Take a unit circle and inscribe in it an equilateral triangle. Then inscribe
a circle in that triangle,
and inscribe an equilateral triangle in that circle. Continue the
procedure. It is a high-school exercise to show that the sequence of radii
of inscribed circles tends to zero as $\frac {1}{2^n}$. The conclusion
remains valid if we replace triangle with any other regular polygon, only the
rate of convergence is changed: For a regular $m$-gon, the radii tend to zero
as $\left ( \cos \frac {\pi }{m} \right ) ^n$. But what happens with the
limiting radius if the number of sides of inscribed polygons is not 
constant? What if it increases so that the number of sides of $n$-th 
polygon is given as the $n$-th element of a sequence $(a_n)$ of non-negative
integers that are all greater than two? For a given regular $n$-gon, the
ratio of radii of its inscribed and its circumscribed circle is equal to
$\cos \frac{\pi }{n}$. Hence the answer to our question will be given as an
infinite product $\prod _{a_n \geq 3}^{\infty} \cos \frac {\pi}{a_n}$.

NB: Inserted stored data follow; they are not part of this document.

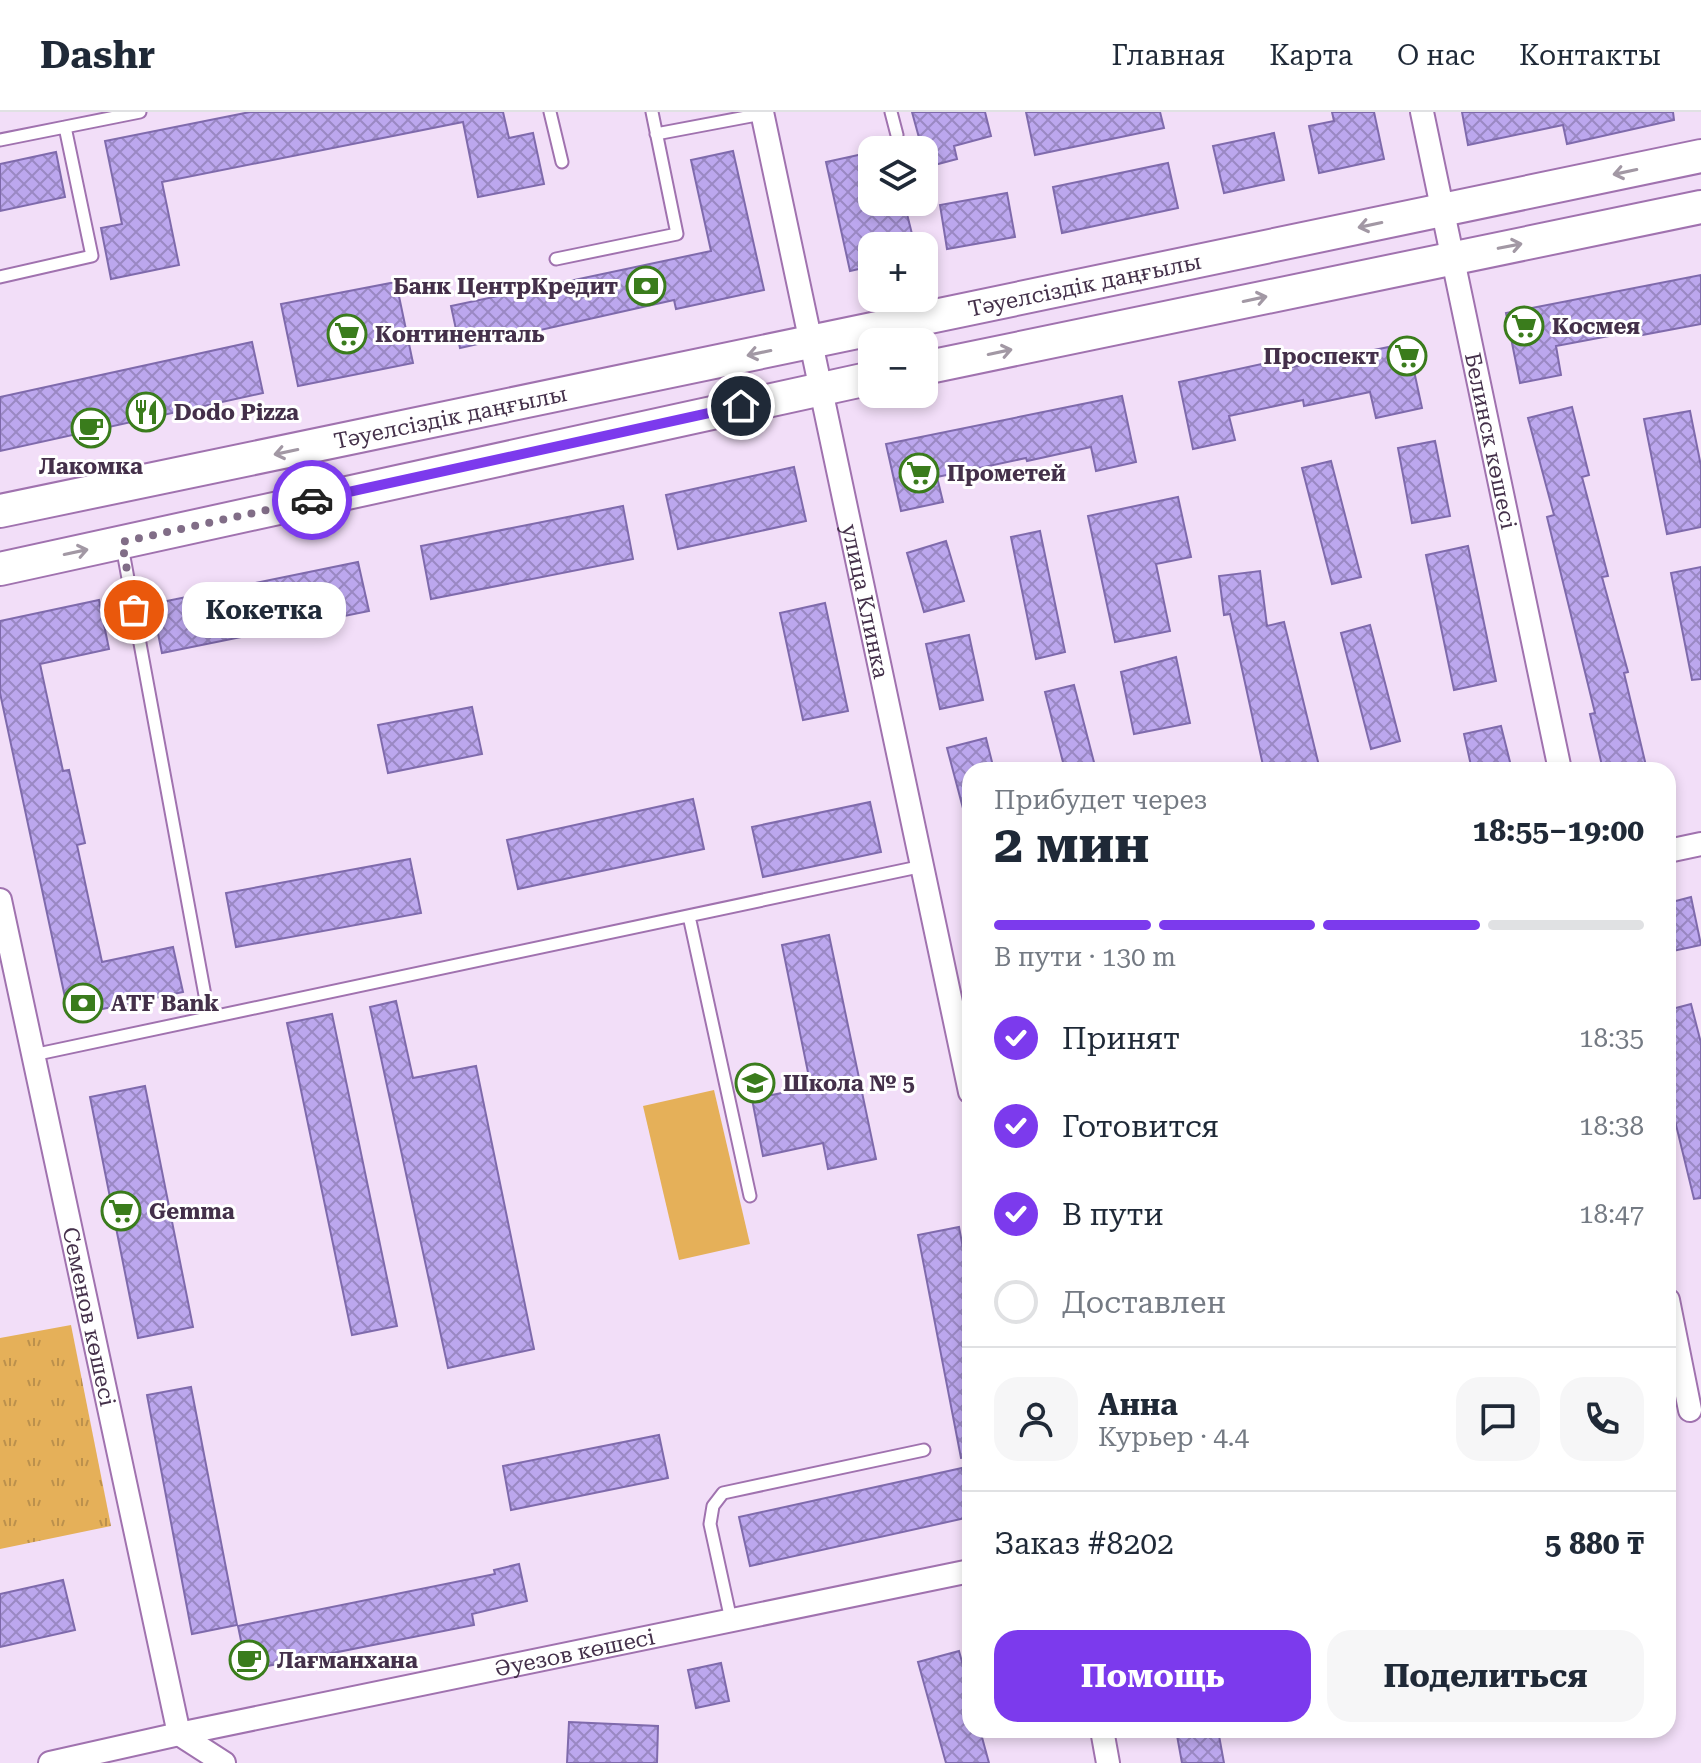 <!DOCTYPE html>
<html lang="ru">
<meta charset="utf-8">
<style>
:root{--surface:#fff;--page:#f6f6f7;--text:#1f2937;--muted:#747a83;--line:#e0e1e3;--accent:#7c3aed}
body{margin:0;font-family:"Roboto Serif",serif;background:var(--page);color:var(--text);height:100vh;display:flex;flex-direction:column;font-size:30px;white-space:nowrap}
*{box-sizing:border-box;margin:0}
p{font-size:26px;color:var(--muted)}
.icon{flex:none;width:44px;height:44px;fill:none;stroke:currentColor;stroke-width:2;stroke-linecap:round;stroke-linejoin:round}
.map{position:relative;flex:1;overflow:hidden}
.panel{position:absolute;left:962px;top:650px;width:714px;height:976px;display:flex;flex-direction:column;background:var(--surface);border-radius:24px;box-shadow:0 4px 12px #0003}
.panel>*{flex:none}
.controls{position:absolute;left:858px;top:24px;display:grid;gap:16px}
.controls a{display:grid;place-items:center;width:80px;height:80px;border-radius:16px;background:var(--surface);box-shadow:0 4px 12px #0003;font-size:40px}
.pin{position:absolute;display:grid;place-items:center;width:68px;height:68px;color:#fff;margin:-34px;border:4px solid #fff;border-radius:50%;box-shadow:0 2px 8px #0007}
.courier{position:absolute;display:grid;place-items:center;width:80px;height:80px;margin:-40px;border:6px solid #7c3aed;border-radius:50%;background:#fff;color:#222;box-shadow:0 2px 10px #0007}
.bubble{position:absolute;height:56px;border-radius:24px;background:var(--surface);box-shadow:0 4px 12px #0003;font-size:26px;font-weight:700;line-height:56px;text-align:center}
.overview em{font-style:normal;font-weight:700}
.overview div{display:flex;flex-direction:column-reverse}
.overview{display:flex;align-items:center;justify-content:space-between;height:136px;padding:0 32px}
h1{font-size:52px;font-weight:700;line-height:60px}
.bar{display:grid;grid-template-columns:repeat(4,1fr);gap:12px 8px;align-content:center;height:96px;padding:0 32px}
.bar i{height:10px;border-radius:6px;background:var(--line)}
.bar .current{background:var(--accent)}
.bar p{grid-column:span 4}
.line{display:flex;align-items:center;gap:20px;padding:0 32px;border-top:2px solid var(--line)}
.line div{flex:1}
.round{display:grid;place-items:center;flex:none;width:84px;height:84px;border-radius:24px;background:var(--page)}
ol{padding:0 32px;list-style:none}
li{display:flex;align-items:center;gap:24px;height:88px}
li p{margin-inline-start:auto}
li .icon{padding:8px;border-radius:50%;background:var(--accent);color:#fff;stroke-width:4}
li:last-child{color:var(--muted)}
li i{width:44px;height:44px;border:4px solid var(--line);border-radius:50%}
.action{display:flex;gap:16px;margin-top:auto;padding:16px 32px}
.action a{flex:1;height:92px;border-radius:24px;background:var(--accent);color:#fff;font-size:32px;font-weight:700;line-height:92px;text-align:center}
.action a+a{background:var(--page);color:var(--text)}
header{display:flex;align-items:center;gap:48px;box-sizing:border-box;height:112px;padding:0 40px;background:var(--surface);border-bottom:2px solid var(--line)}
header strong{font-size:38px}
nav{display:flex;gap:44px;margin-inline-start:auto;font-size:28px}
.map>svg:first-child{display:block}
.green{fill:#e5b059}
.park{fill:url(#park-tufts)}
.building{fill:url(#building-cross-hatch);stroke:#7f6aac;stroke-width:2}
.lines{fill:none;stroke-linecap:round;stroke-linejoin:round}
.lane-casing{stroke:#a072af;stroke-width:15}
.street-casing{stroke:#a072af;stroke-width:26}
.secondary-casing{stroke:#a072af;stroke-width:36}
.lane{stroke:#fff;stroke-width:11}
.street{stroke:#fff;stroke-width:22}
.secondary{stroke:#fff;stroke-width:32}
.oneway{stroke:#a298a4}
.done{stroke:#816d87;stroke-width:8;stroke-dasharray:0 14.4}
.route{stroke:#7c3aed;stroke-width:10}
.labels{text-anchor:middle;stroke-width:6;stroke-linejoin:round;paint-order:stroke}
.street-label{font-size:22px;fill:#44304a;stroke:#fff}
.poi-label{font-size:22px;font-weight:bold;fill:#44304a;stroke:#fff;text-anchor:start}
</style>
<header>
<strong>Dashr</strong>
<nav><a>Главная</a><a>Карта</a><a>О нас</a><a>Контакты</a></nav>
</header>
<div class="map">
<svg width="1701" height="1651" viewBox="0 0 1701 1651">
<defs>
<pattern id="park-tufts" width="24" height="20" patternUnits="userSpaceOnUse" patternTransform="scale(2)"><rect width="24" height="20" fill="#e5b059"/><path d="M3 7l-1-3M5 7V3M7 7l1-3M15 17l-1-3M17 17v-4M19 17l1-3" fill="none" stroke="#bb904c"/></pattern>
<pattern id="building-cross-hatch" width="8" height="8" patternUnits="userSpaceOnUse" patternTransform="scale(2)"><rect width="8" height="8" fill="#bca7ee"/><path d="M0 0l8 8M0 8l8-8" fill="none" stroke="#9a88c3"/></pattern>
</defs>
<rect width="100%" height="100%" fill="#f2def8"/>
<!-- green -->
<path class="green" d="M714,978L750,1132L679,1148L643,994Z"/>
<!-- park -->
<path class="park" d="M71,1213L111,1414L0,1437V1226Z"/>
<!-- building -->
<path class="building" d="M250,0H503L509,26L533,21L544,72L478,85L463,10L162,70L179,153L111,167L101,116L122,112L105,29Z
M912,0H985L991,24L954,34L957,47L927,55Z
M1026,0H1160L1164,16L1035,43Z
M1332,0H1374L1384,47L1319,61L1309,14L1334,9Z
M1462,0H1673L1674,8L1567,32L1563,13L1468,33Z
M1274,21L1284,68L1224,81L1213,34Z
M733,39L764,178L676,197L674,188L460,236L451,194L711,139L691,48Z
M56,40L65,85L0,99V52Z
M872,40V90H882L885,103L906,98L915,134H872V154L850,159L826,50Z
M1168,51L1178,96L1062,121L1053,75Z
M1007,81L1015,125L947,137L940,93Z
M1701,163V212L1642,223L1641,218L1556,234L1561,263L1520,271L1506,201Z
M396,170L413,251L298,274L281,192Z
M252,230L263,281L0,339V285Z
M1408,231L1422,296L1376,306L1370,280L1304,294L1303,288L1229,304L1235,328L1193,337L1179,270L1285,247L1287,256Z
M1122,284L1136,350L1096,359L1091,335L1027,349L1026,346L937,365L943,390L901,399L886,332Z
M1572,295L1589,363L1582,365L1608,464L1602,465L1628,560L1624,561L1647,658H1603L1590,602L1595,601L1547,405L1554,403L1528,306Z
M1690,299L1701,354V415L1667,422L1644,307Z
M1435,329L1450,404L1412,411L1398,336Z
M1331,349L1361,465L1332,472L1302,356Z
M794,355L806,409L678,437L666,383Z
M1178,385L1191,445L1156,452L1170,519L1115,530L1088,404Z
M623,394L633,447L431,487L421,434Z
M1040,419L1065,540L1036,547L1011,425Z
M946,429L964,489L924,500L907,441Z
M1468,434L1496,569L1454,578L1426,443Z
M358,450L369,499L162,541L152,492Z
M1701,455V567L1692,568L1671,461Z
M1260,459L1267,514L1284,510L1320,658H1264L1230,502L1224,503L1219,464Z
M99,488L109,537L40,552L63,659L69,658L85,731L77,733L102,850L173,835L183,880L69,904L0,581V509Z
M825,491L848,599L803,608L780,501Z
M1370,513L1400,629L1371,637L1341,521Z
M969,523L983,588L940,597L926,532Z
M1176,545L1190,611L1134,622L1121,560Z
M1074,573L1096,658H1065L1045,580Z
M472,595L482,642L388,661L378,613Z
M1501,614L1512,658H1472L1464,622Z
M986,626L994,658H970V699L964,700L947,636Z
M693,687L704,737L518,777L507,728Z
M870,690L881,740L763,765L752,715Z
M410,747L421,801L236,835L226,781Z
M1691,785L1701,833L1668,840V791Z
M829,823L876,1047L828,1057L823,1031L763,1044L752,987L811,975L782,833Z
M396,889L413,966L476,954L534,1237L448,1256L370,895Z
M1691,892L1701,931V1086L1694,1087L1668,980V898Z
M332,902L397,1214L352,1223L287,911Z
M145,974L193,1215L138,1226L90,985Z
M959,1115L970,1173V1345L961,1346L918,1123Z
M191,1275L237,1513L192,1522L147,1283Z
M659,1323L668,1366L511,1398L503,1354Z
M962,1356L970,1392V1405L750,1454L739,1405Z
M519,1452L527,1489L472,1502L474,1513L247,1558L238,1514L495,1462L494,1458Z
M63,1468L75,1518L0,1535V1482Z
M959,1539L970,1579V1618H980L989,1651H946L918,1550Z
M721,1551L729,1589L696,1596L688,1558Z
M569,1610L658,1614L657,1651H567Z
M1176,1618H1218L1224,1651H1182Z"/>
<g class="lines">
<!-- lane casing -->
<g class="lane-casing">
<path id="lane" d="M550,0L562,50
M891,0L897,23
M656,22L762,2
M0,28L65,15
M556,147L677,122L652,0
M0,165L92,144L65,15L140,0
M122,434L209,905
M689,804L750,1084
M33,943L923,754
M731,1508L710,1412L713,1394L723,1381L924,1338"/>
</g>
<!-- street casing -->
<g class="street-casing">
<g id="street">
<path id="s1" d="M762,0L970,980"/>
<path id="s2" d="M1422,0L1560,658"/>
<path d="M1668,739L1701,732"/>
<path id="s3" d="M0,788L179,1622"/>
<path d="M1668,1188L1690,1298"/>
<path d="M1102,1618L1108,1651"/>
<path d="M179,1622L224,1651"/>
<path id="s4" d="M50,1651L179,1622L970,1459"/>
</g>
</g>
<!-- secondary casing -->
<g class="secondary-casing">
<g id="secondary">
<path d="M924,256L1701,95"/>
<path id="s5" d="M0,399L1701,44"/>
<path d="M0,457L872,266"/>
</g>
</g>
<!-- lane -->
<use href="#lane" class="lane"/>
<!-- street -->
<use href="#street" class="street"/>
<!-- secondary -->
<use href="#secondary" class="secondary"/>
</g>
<!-- one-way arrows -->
<defs><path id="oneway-shaft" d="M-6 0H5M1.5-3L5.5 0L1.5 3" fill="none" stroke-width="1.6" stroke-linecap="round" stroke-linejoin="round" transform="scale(2)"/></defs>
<g class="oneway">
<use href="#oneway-shaft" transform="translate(1625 60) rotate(168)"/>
<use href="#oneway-shaft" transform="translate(1370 113) rotate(168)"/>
<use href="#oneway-shaft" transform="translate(1510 134) rotate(-11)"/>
<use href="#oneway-shaft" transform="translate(1255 187) rotate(-12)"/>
<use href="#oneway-shaft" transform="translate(1000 240) rotate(-12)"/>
<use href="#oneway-shaft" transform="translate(759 241) rotate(168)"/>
<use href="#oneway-shaft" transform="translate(286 340) rotate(168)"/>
<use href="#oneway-shaft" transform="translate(76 440) rotate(-12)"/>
</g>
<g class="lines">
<!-- done -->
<path class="done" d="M134,498L122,430L312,388"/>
<!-- route -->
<path class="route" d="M312,388L741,294"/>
</g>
<!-- icons -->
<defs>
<g id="bank-ring" transform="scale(2)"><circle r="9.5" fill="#fff" stroke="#3a7c1c" stroke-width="1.5"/><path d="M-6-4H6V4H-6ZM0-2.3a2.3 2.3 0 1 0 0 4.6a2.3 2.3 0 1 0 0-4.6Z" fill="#3a7c1c"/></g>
<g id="supermarket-ring" transform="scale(2)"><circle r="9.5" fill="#fff" stroke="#3a7c1c" stroke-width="1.5"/><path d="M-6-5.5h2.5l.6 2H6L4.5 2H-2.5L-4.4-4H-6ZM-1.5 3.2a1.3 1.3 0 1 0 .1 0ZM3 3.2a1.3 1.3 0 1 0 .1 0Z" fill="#3a7c1c"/></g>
<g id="restaurant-ring" transform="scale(2)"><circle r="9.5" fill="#fff" stroke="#3a7c1c" stroke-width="1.5"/><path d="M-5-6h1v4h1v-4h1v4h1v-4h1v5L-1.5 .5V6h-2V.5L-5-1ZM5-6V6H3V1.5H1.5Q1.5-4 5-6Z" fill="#3a7c1c"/></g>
<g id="cafe-ring" transform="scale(2)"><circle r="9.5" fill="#fff" stroke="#3a7c1c" stroke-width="1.5"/><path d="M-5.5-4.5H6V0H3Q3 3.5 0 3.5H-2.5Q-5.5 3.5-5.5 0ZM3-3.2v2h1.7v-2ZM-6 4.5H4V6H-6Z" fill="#3a7c1c"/></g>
<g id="school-ring" transform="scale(2)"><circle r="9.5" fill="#fff" stroke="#3a7c1c" stroke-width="1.5"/><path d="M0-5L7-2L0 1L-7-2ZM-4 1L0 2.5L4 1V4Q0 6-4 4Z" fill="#3a7c1c"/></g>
</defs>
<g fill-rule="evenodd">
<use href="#bank-ring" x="646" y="174"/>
<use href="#supermarket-ring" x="1524" y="214"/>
<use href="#supermarket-ring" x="347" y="222"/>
<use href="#supermarket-ring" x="1407" y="244"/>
<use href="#restaurant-ring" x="146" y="300"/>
<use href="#cafe-ring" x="91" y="316"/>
<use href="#supermarket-ring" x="919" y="361"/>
<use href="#bank-ring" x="83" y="891"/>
<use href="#school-ring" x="755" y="971"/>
<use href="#supermarket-ring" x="121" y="1099"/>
<use href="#cafe-ring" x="249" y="1548"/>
</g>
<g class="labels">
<!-- street labels -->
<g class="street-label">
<text dy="8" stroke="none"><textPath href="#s5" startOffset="1108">Тәуелсіздік даңғылы</textPath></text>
<text dy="8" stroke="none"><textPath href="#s5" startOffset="460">Тәуелсіздік даңғылы</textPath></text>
<text dy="8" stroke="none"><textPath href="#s2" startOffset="336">Белинск көшесі</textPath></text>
<text dy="8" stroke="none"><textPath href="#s1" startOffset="500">улица Клинка</textPath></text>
<text dy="8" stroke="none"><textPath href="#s3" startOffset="426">Семенов көшесі</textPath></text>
<text dy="8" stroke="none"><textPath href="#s4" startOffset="536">Әуезов көшесі</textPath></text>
</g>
<!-- poi labels -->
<g class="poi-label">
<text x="618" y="182" text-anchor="end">Банк ЦентрКредит</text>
<text x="1552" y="222">Космея</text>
<text x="375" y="230">Континенталь</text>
<text x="1379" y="252" text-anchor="end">Проспект</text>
<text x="174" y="308">Dodo Pizza</text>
<text x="91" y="362" text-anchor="middle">Лакомка</text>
<text x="947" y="369">Прометей</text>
<text x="111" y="899">ATF Bank</text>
<text x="783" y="979">Школа № 5</text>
<text x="149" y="1107">Gemma</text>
<text x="277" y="1556">Лағманхана</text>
</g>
</g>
</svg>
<div class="controls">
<a><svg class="icon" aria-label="layers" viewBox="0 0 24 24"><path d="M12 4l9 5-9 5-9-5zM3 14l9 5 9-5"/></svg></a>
<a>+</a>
<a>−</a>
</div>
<div class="pin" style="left:134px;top:498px;background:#ea580c"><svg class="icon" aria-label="bag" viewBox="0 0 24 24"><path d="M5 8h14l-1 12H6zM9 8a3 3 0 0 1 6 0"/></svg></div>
<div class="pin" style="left:741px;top:294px;background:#1f2937"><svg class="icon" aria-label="home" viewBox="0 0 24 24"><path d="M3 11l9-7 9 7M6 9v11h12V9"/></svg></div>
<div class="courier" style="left:312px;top:388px"><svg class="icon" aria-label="car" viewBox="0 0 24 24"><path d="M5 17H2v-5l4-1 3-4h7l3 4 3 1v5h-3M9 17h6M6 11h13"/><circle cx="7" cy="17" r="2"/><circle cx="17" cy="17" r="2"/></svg></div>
<div class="bubble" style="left:182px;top:470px;width:164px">Кокетка</div>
<section class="panel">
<div class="overview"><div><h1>2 мин</h1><p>Прибудет через</p></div><em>18:55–19:00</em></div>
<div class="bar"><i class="current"></i><i class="current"></i><i class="current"></i><i></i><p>В пути · 130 m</p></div>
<ol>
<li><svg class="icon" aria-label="check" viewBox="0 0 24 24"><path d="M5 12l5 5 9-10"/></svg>Принят<p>18:35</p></li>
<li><svg class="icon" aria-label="check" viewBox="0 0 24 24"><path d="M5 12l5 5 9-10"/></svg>Готовится<p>18:38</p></li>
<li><svg class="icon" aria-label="check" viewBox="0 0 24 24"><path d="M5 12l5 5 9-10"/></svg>В пути<p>18:47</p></li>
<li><i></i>Доставлен</li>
</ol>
<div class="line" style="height:144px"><a class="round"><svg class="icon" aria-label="person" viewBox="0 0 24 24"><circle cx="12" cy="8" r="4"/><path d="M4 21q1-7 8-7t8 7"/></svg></a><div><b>Анна</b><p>Курьер · 4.4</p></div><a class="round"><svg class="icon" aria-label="chat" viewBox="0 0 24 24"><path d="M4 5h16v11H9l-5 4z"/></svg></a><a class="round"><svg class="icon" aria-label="phone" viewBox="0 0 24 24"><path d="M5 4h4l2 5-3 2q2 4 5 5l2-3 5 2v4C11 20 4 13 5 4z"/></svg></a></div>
<div class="line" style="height:104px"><div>Заказ #8202</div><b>5 880 ₸</b></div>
<div class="action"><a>Помощь</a><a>Поделиться</a></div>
</section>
</div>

When $a_n = n$, the answer is well known: The limiting radius is equal to the
Kepler-Bouwkamp constant $\rho = \prod _{n=3}^{\infty} \cos \frac {\pi}{n}
\doteq 0.1149420448$ (\cite[p.\ 428]{finch}; see also 
\cite[\seqnum{A085365}]{sloane}). To the best of my knowledge, there is 
only one other sequence, the
sequence of odd primes, for which the answer was sought. Kitson \cite{kitson}
computed the limiting radius as $\rho _P = 0.3128329295$. The quantities in
question were also computed for a few other sequences, mostly of the form
$n(n+1)$ for even and odd $n$, in a paper by Mathar \cite{mathar}, but they 
appear there as byproducts of some other computations. The goal of this note 
is to investigate for which sequences is that limit positive and
to compute the limiting radii for several classes of combinatorial sequences.
The results might be useful in further investigation of problems arising in
computational geometry \cite{mathar}, and they might shed additional light on 
properties of integrals of the type 
$\int _0 ^{\infty} \prod _{k=0}^n \frac {\sin (a_k x)}{a_k x} dx$ 
\cite{borwein}. They will also provide benchmarks
for testing numerical methods for efficient evaluation of slowly convergent
infinite products and series \cite{chamberland}.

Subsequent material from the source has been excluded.